It is not important where EU-Parliament is located. It is not up to Commissioner Wallström to interfere here in the location debate because this is not your business, also given that the Commission shows so little respect for EU-Parliament. This disrespect is also demonstrated in other works of Wallström's GD, e.g. when she encourages parties to include European policy goals into their party program. Party policy is not a Commissioner's business but the decision of party delegates.

I trust EU-Parliament to represent my European intrests. If only the Commission would listen.

An additional quote from the EU Commissioner's code of conduct:

"In addition, the general interest requires that in their official and private lives Commissioners should behave in a manner that is in keeping with the dignity of their office."

I still wonder how
http://www.whathaseuropedone.org/
is in keeping with the dignity of Commissioner Michel's office.

Posted by André on May 25, 2006 at 01:40 AM CEST #

The Commissioner Having arrived at an age where there are more invitations to funerals than to weddings

Is it your age, Commissioner (I won't ask), or is it European demographics?

Fewer and fewer babies means fewer and fewer brides and grooms (and fewer and fewer backs to bear the load of state welfarism, fewer and fewer minds to innovate and fewer and fewer hands to pass on their culture.)

I'm glad to read that you approve of marriage as an institution, though.


Posted by Corsair on May 25, 2006 at 10:10 AM CEST #

Just a suggestion from across the pond. Perhaps the answer to the question on where to meet is to build a new city that is part of no European country.

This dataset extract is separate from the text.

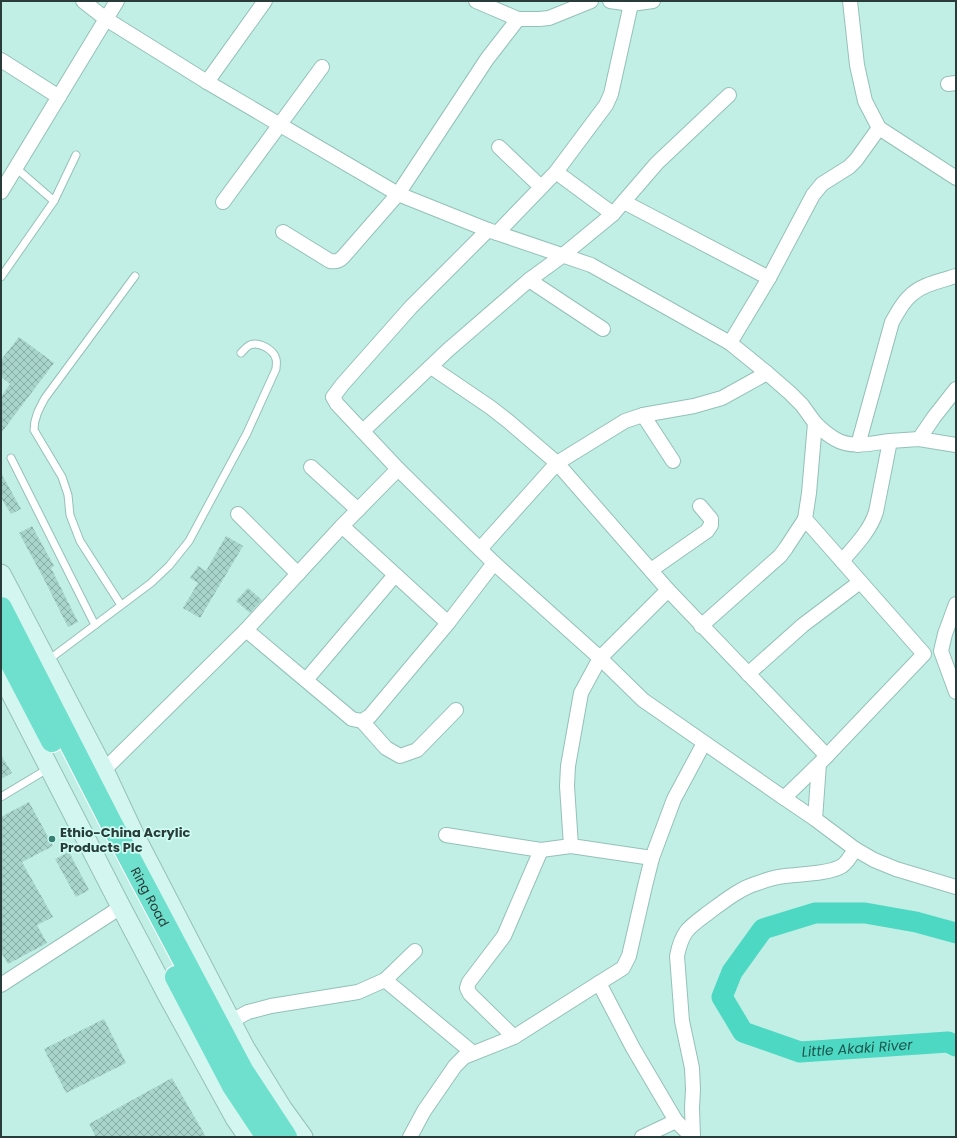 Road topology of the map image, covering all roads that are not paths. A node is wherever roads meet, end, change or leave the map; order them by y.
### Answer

Make that city the EU capital. This has worked well in the US. Washington DC is part of no state and has no direct representation in the federal government. The city is run (all be it a bit poorly) by the congress itself. This keeps any one state from having the city of the entire countries power within it's jurisdiction. I think that it would have the same beneficial effect for the EU that it has here.

Ted

Posted by Ted on May 25, 2006 at 02:09 PM CEST #

Is there a new French President now?
May be he will also look at the CAP policy as well,and refund that money given after the riots in the banlieaus

Posted by Robin on May 25, 2006 at 02:51 PM CEST #

This week, Giscard 'demanded' a second 'chance' for the EU constitution in France.

Why should France and Netherlands hold a 2nd referendum ('keep voting until you give the right answer') while 21 countries haven't even held their first one.

I am particularly appalled that many countries treat their citizens with contempt and have ratified it in parliament.

Before we even contemplate a 2nd referendum, every single other EU country must have held it's first one. Including Austria, Finland, Denmark, Poland, Britain, Sweden and everywhere else the people would have joined us in voting 'no'.

Posted by Marcel de Vries on May 25, 2006 at 03:43 PM CEST #

Ted,

You're a Yank and ought to know better.

These people are not your friends - they hate Americans, America and pretty much all it stands for.

Being nice to them only encourages the buggers.

Don't do it. That's my advice.

Best of British,
John Archer

Posted by John Archer on May 25, 2006 at 04:05 PM CEST #

Ted Perhaps the answer to the question on where to meet is to build a new city that is part of no European country.

Speaking as one of the poor schleps who would have to pay for such a thing, I can’t say I’m in favour; however, if it were built in Novaya Zemlya, the Pitcairn Islands or Queen Maud Land, I might be persuaded – but only if one-way tickets were issued.

Posted by Corsair on May 25, 2006 at 05:10 PM CEST #

Dear Marcel,

Nothing should surprise is. However, I hope Giscard gets his second chance, where I believe France WILL be even more angry, and the issues will be replaced again.

However, I fear Giscard will not get his second chance, as it has now been decided that Referenda does not fit in line with modern europe and they will do away with it.

The countries who ratify in parliament, and have not had a real vote have committed a criminal, culpabable act of treason and criminality against their own countries, values, history, democracy.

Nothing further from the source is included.